WHAT YOU WILL DO
Write out every entry precisely as given, leaving the pictures out.

Recorded data
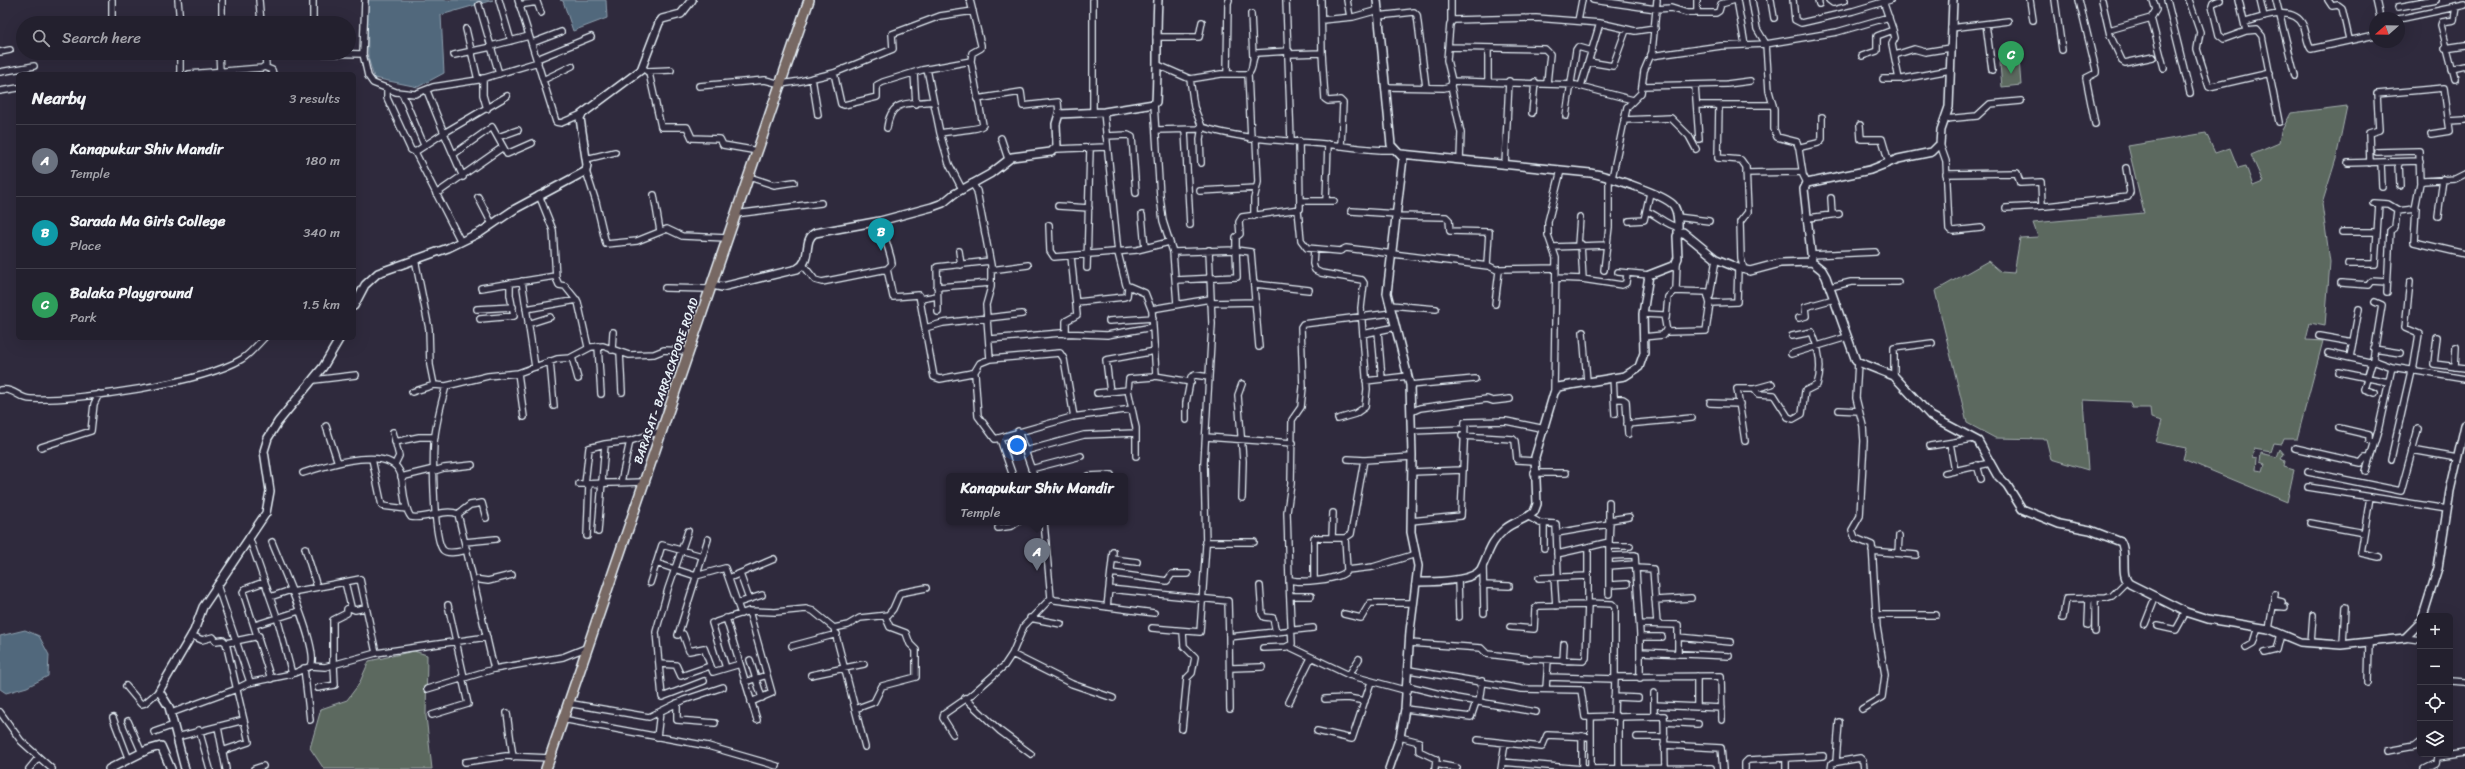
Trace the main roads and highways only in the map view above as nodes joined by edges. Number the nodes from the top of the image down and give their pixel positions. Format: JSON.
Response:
{"nodes":[{"id":1,"x":809,"y":0,"type":"edge"},
{"id":2,"x":546,"y":769,"type":"edge"}],
"edges":[{"from":1,"to":2,"type":"main road","name":"BARASAT- BARRACKPORE ROAD"}]}
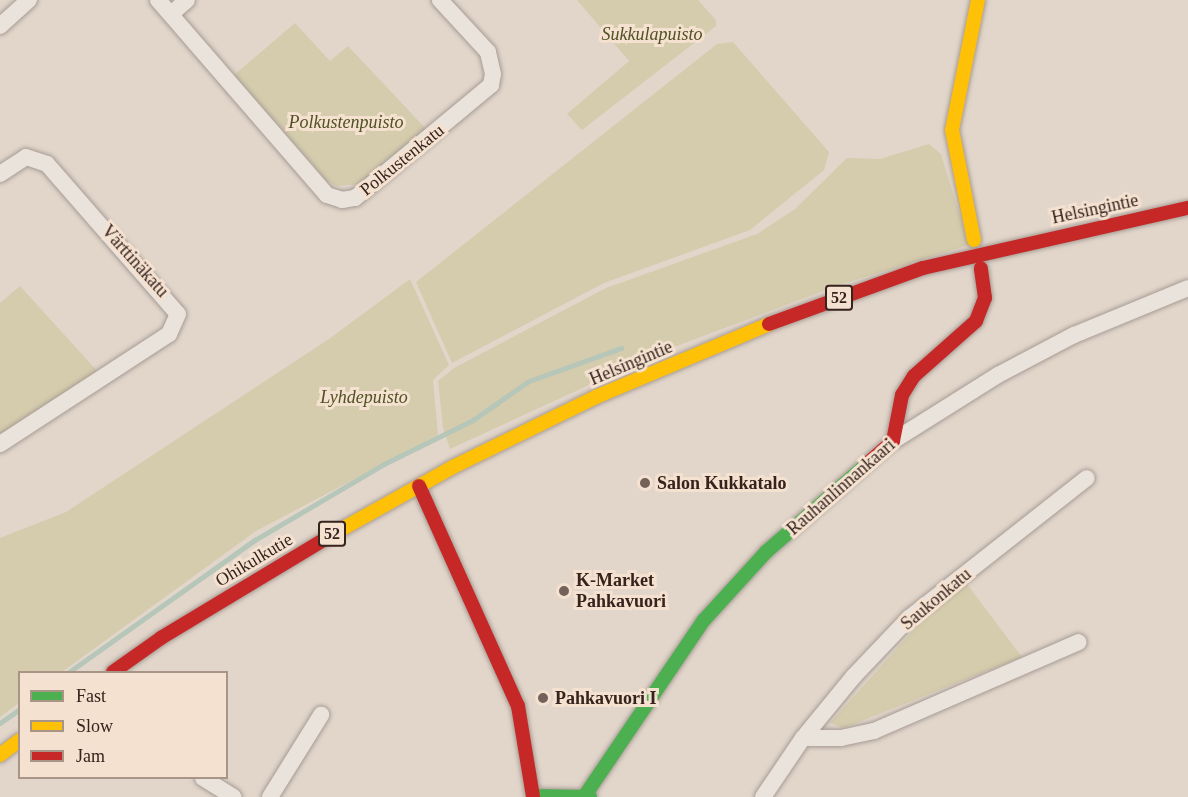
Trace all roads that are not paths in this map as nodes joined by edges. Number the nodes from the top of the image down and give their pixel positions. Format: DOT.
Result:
graph roads {
  1 [pos="29,0"];
  2 [pos="158,0"];
  3 [pos="187,0"];
  4 [pos="440,0"];
  5 [pos="978,0"];
  6 [pos="171,14"];
  7 [pos="0,26"];
  8 [pos="0,174"];
  9 [pos="1188,208"];
  10 [pos="974,240"];
  11 [pos="981,268"];
  12 [pos="1188,288"];
  13 [pos="893,441"];
  14 [pos="0,444"];
  15 [pos="1087,478"];
  16 [pos="419,486"];
  17 [pos="1079,642"];
  18 [pos="115,671"];
  19 [pos="321,715"];
  20 [pos="803,738"];
  21 [pos="18,742"];
  22 [pos="0,755"];
  23 [pos="206,779"];
  24 [pos="533,796"];
  25 [pos="588,796"];
  26 [pos="234,797"];
  27 [pos="270,797"];
  28 [pos="763,797"];
  1 -- 7 [label="street"];
  2 -- 6 [label="street, Polkustenkatu"];
  3 -- 6 [label="street"];
  4 -- 6 [label="street, Polkustenkatu"];
  5 -- 10 [label="main road"];
  8 -- 14 [label="street, Värttinäkatu"];
  9 -- 16 [label="main road, Helsingintie / 52"];
  11 -- 13 [label="main road"];
  12 -- 13 [label="street, Rauhanlinnankaari"];
  13 -- 25 [label="main road, Rauhanlinnankaari"];
  15 -- 20 [label="street, Saukonkatu"];
  16 -- 18 [label="main road, Ohikulkutie / 52"];
  16 -- 24 [label="main road"];
  17 -- 20 [label="street"];
  19 -- 27 [label="street"];
  20 -- 28 [label="street, Saukonkatu"];
  21 -- 22 [label="main road"];
  23 -- 26 [label="street"];
  24 -- 25 [label="main road"];
}
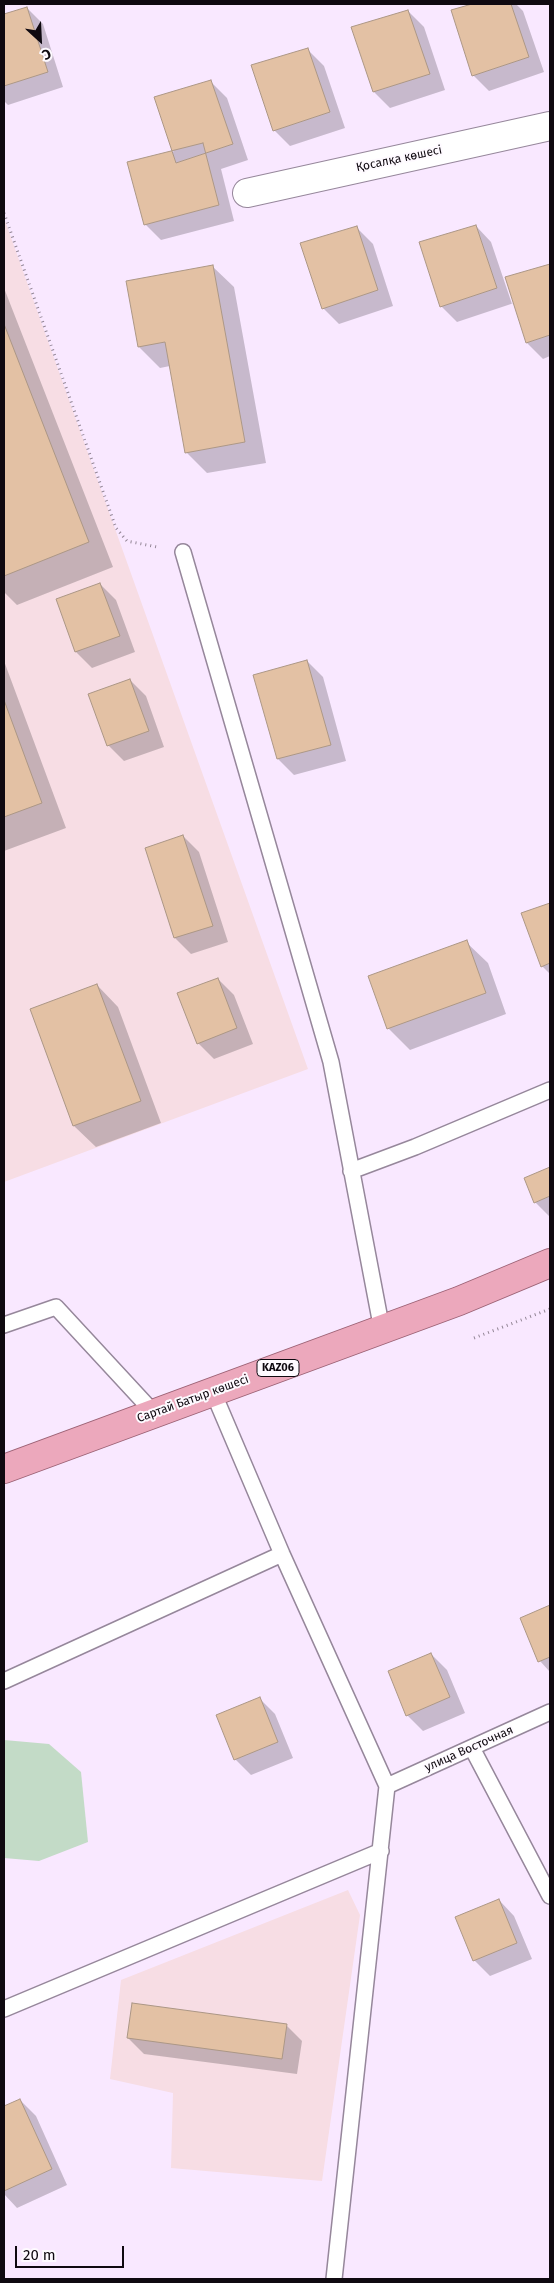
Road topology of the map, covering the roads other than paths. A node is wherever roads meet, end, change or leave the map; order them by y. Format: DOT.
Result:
graph roads {
  1 [pos="550,126"];
  2 [pos="247,193"];
  3 [pos="183,552"];
  4 [pos="550,1090"];
  5 [pos="351,1171"];
  6 [pos="550,1263"];
  7 [pos="4,1326"];
  8 [pos="382,1330"];
  9 [pos="213,1392"];
  10 [pos="154,1413"];
  11 [pos="4,1469"];
  12 [pos="282,1554"];
  13 [pos="4,1681"];
  14 [pos="550,1712"];
  15 [pos="472,1748"];
  16 [pos="387,1786"];
  17 [pos="381,1851"];
  18 [pos="550,1896"];
  19 [pos="4,2009"];
  20 [pos="334,2279"];
  1 -- 2 [label="street, Қосалқа көшесі"];
  3 -- 5 [label="lane"];
  4 -- 5 [label="lane"];
  5 -- 8 [label="lane"];
  6 -- 8 [label="highway, Сартай Батыр көшесі / KАZ06"];
  7 -- 10 [label="lane"];
  8 -- 9 [label="highway, Сартай Батыр көшесі / KАZ06"];
  9 -- 10 [label="highway, Сартай Батыр көшесі / KАZ06"];
  9 -- 12 [label="lane"];
  10 -- 11 [label="highway, Сартай Батыр көшесі / KАZ06"];
  12 -- 13 [label="lane"];
  12 -- 16 [label="lane"];
  14 -- 15 [label="lane, улица Восточная"];
  15 -- 16 [label="lane, улица Восточная"];
  15 -- 18 [label="lane"];
  16 -- 17 [label="lane"];
  17 -- 19 [label="lane"];
  17 -- 20 [label="lane"];
}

EXERCISE ANSWER
Trace the main roads and highways only in the map view above as nodes joined by edges. Number the nodes from the top of the image down and give their pixel positions. Format: JSON.
Response:
{"nodes":[{"id":1,"x":809,"y":0,"type":"edge"},
{"id":2,"x":546,"y":769,"type":"edge"}],
"edges":[{"from":1,"to":2,"type":"main road","name":"BARASAT- BARRACKPORE ROAD"}]}
Trace all roads that are not paths in this map as nodes joined by edges. Number the nodes from the top of the image down and give their pixel positions. Format: DOT.
Result:
graph roads {
  1 [pos="29,0"];
  2 [pos="158,0"];
  3 [pos="187,0"];
  4 [pos="440,0"];
  5 [pos="978,0"];
  6 [pos="171,14"];
  7 [pos="0,26"];
  8 [pos="0,174"];
  9 [pos="1188,208"];
  10 [pos="974,240"];
  11 [pos="981,268"];
  12 [pos="1188,288"];
  13 [pos="893,441"];
  14 [pos="0,444"];
  15 [pos="1087,478"];
  16 [pos="419,486"];
  17 [pos="1079,642"];
  18 [pos="115,671"];
  19 [pos="321,715"];
  20 [pos="803,738"];
  21 [pos="18,742"];
  22 [pos="0,755"];
  23 [pos="206,779"];
  24 [pos="533,796"];
  25 [pos="588,796"];
  26 [pos="234,797"];
  27 [pos="270,797"];
  28 [pos="763,797"];
  1 -- 7 [label="street"];
  2 -- 6 [label="street, Polkustenkatu"];
  3 -- 6 [label="street"];
  4 -- 6 [label="street, Polkustenkatu"];
  5 -- 10 [label="main road"];
  8 -- 14 [label="street, Värttinäkatu"];
  9 -- 16 [label="main road, Helsingintie / 52"];
  11 -- 13 [label="main road"];
  12 -- 13 [label="street, Rauhanlinnankaari"];
  13 -- 25 [label="main road, Rauhanlinnankaari"];
  15 -- 20 [label="street, Saukonkatu"];
  16 -- 18 [label="main road, Ohikulkutie / 52"];
  16 -- 24 [label="main road"];
  17 -- 20 [label="street"];
  19 -- 27 [label="street"];
  20 -- 28 [label="street, Saukonkatu"];
  21 -- 22 [label="main road"];
  23 -- 26 [label="street"];
  24 -- 25 [label="main road"];
}
Road topology of the map, covering the roads other than paths. A node is wherever roads meet, end, change or leave the map; order them by y. Format: DOT.
Result:
graph roads {
  1 [pos="550,126"];
  2 [pos="247,193"];
  3 [pos="183,552"];
  4 [pos="550,1090"];
  5 [pos="351,1171"];
  6 [pos="550,1263"];
  7 [pos="4,1326"];
  8 [pos="382,1330"];
  9 [pos="213,1392"];
  10 [pos="154,1413"];
  11 [pos="4,1469"];
  12 [pos="282,1554"];
  13 [pos="4,1681"];
  14 [pos="550,1712"];
  15 [pos="472,1748"];
  16 [pos="387,1786"];
  17 [pos="381,1851"];
  18 [pos="550,1896"];
  19 [pos="4,2009"];
  20 [pos="334,2279"];
  1 -- 2 [label="street, Қосалқа көшесі"];
  3 -- 5 [label="lane"];
  4 -- 5 [label="lane"];
  5 -- 8 [label="lane"];
  6 -- 8 [label="highway, Сартай Батыр көшесі / KАZ06"];
  7 -- 10 [label="lane"];
  8 -- 9 [label="highway, Сартай Батыр көшесі / KАZ06"];
  9 -- 10 [label="highway, Сартай Батыр көшесі / KАZ06"];
  9 -- 12 [label="lane"];
  10 -- 11 [label="highway, Сартай Батыр көшесі / KАZ06"];
  12 -- 13 [label="lane"];
  12 -- 16 [label="lane"];
  14 -- 15 [label="lane, улица Восточная"];
  15 -- 16 [label="lane, улица Восточная"];
  15 -- 18 [label="lane"];
  16 -- 17 [label="lane"];
  17 -- 19 [label="lane"];
  17 -- 20 [label="lane"];
}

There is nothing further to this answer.